[PROBLEM REQUIREMENTS]: Would you please copy each line below that includes the string "list"?

[DATA UNDER STUDY]:
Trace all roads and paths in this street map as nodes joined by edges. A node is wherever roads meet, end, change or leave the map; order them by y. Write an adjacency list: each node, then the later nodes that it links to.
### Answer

---

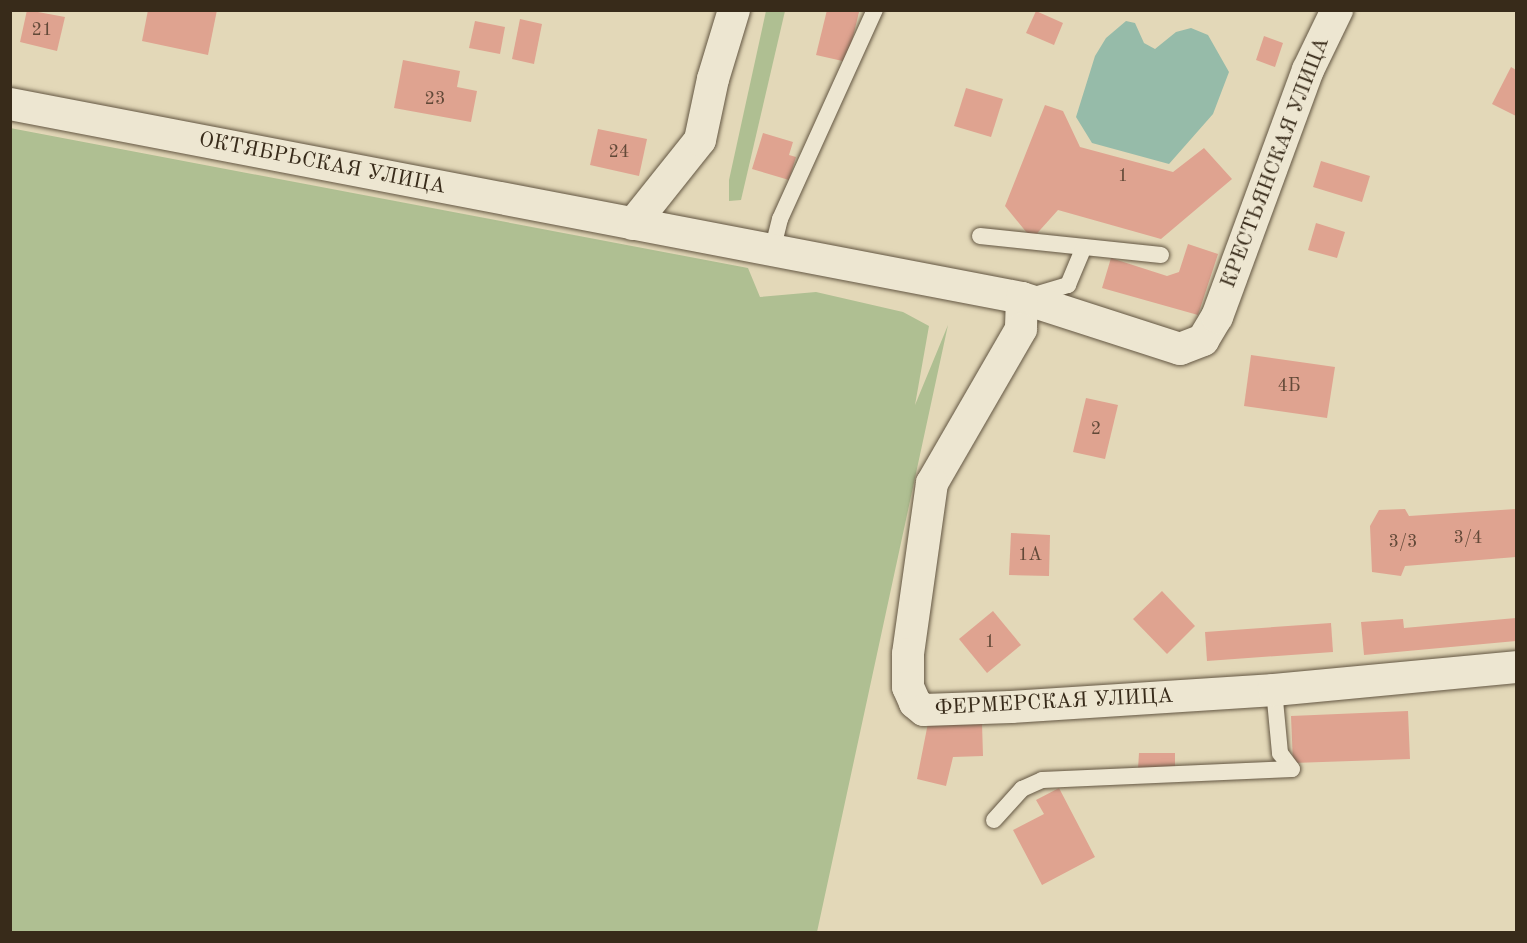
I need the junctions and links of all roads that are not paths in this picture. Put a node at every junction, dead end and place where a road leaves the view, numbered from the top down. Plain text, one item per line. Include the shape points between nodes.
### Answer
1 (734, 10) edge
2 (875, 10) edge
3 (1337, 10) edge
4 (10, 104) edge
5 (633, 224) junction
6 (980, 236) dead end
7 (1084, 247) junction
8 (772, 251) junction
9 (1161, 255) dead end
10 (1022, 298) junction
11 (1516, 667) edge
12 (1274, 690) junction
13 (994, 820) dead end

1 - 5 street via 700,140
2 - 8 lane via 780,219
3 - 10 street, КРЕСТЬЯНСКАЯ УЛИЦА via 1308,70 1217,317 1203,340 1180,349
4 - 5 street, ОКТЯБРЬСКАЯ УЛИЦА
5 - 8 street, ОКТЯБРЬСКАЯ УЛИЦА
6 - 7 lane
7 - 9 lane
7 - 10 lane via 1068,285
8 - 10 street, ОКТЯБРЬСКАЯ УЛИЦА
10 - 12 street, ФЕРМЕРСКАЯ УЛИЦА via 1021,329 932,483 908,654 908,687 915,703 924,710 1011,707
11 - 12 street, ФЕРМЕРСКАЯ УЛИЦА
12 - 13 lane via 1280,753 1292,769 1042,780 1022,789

--

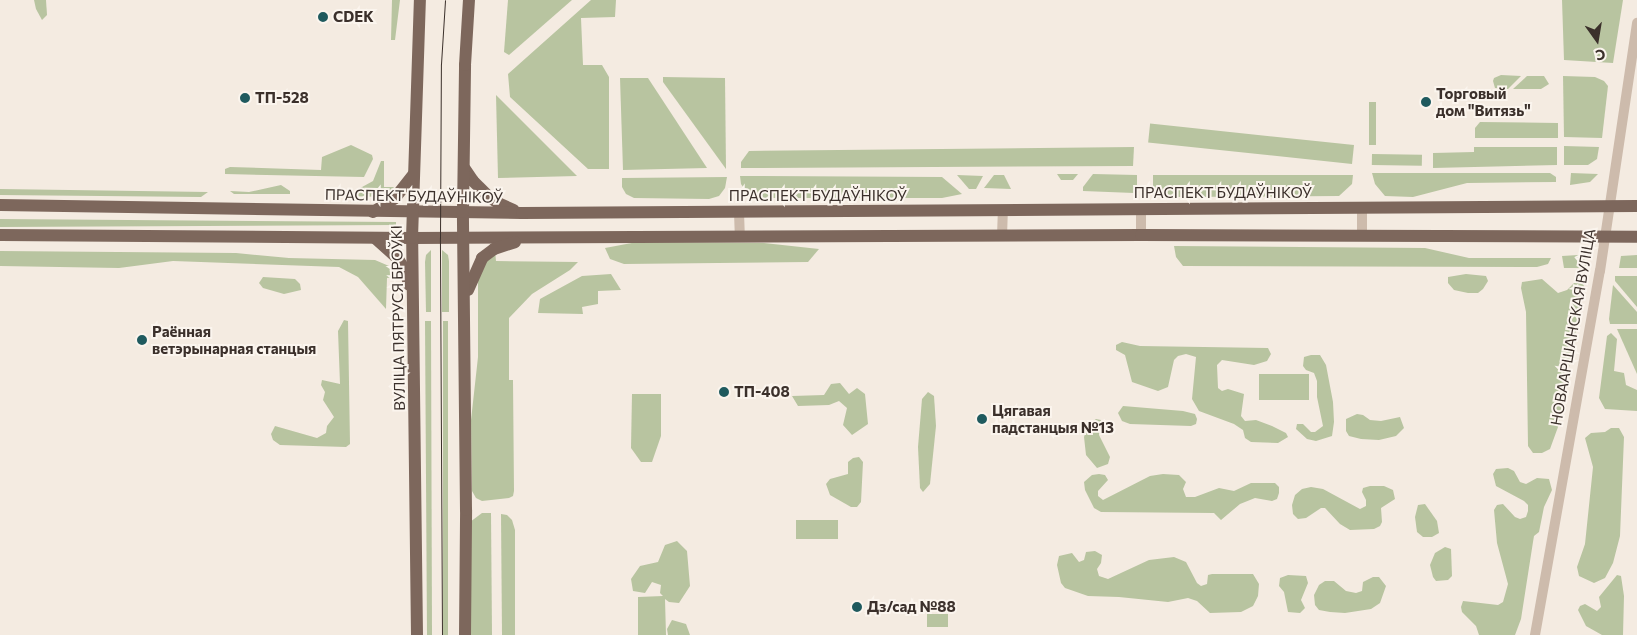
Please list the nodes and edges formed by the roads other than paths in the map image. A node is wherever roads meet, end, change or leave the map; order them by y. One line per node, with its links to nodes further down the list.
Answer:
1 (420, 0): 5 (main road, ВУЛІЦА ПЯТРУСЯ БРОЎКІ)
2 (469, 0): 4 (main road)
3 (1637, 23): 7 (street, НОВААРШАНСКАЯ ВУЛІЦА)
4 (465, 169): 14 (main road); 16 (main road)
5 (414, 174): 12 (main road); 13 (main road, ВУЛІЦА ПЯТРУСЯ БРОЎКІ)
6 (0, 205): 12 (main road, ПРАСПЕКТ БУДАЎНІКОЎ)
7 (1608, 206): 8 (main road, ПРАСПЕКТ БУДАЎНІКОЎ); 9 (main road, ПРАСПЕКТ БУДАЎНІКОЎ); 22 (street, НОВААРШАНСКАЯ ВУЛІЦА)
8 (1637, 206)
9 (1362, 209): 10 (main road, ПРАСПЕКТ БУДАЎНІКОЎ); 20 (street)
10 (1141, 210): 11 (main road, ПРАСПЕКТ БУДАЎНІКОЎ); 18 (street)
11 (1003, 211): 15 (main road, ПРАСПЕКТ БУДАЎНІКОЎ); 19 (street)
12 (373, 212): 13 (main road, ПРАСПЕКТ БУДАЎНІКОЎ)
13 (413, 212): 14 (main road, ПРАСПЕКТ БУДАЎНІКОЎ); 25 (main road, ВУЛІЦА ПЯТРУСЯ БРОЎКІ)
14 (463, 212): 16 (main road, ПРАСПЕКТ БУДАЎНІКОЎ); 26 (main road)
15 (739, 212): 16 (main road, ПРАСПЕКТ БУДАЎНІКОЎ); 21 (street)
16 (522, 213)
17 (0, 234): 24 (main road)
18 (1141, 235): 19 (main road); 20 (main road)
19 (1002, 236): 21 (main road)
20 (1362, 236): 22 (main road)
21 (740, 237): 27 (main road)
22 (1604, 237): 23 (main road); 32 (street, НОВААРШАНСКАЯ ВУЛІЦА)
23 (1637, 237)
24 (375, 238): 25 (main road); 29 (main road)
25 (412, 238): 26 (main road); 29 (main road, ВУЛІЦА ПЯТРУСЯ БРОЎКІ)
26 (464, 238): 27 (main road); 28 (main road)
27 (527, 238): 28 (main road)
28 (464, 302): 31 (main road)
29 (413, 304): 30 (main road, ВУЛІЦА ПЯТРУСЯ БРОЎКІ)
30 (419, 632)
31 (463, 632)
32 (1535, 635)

[SOLVED EXERCISE]:
Trace all roads and paths in this street map as nodes joined by edges. A node is wherever roads meet, end, change or leave the map; order them by y. Write an adjacency list: each node, then the later nodes that it links to.
Please list the nodes and edges formed by the roads other than paths in the map image. A node is wherever roads meet, end, change or leave the map; order them by y. One line per node, with its links to nodes further down the list.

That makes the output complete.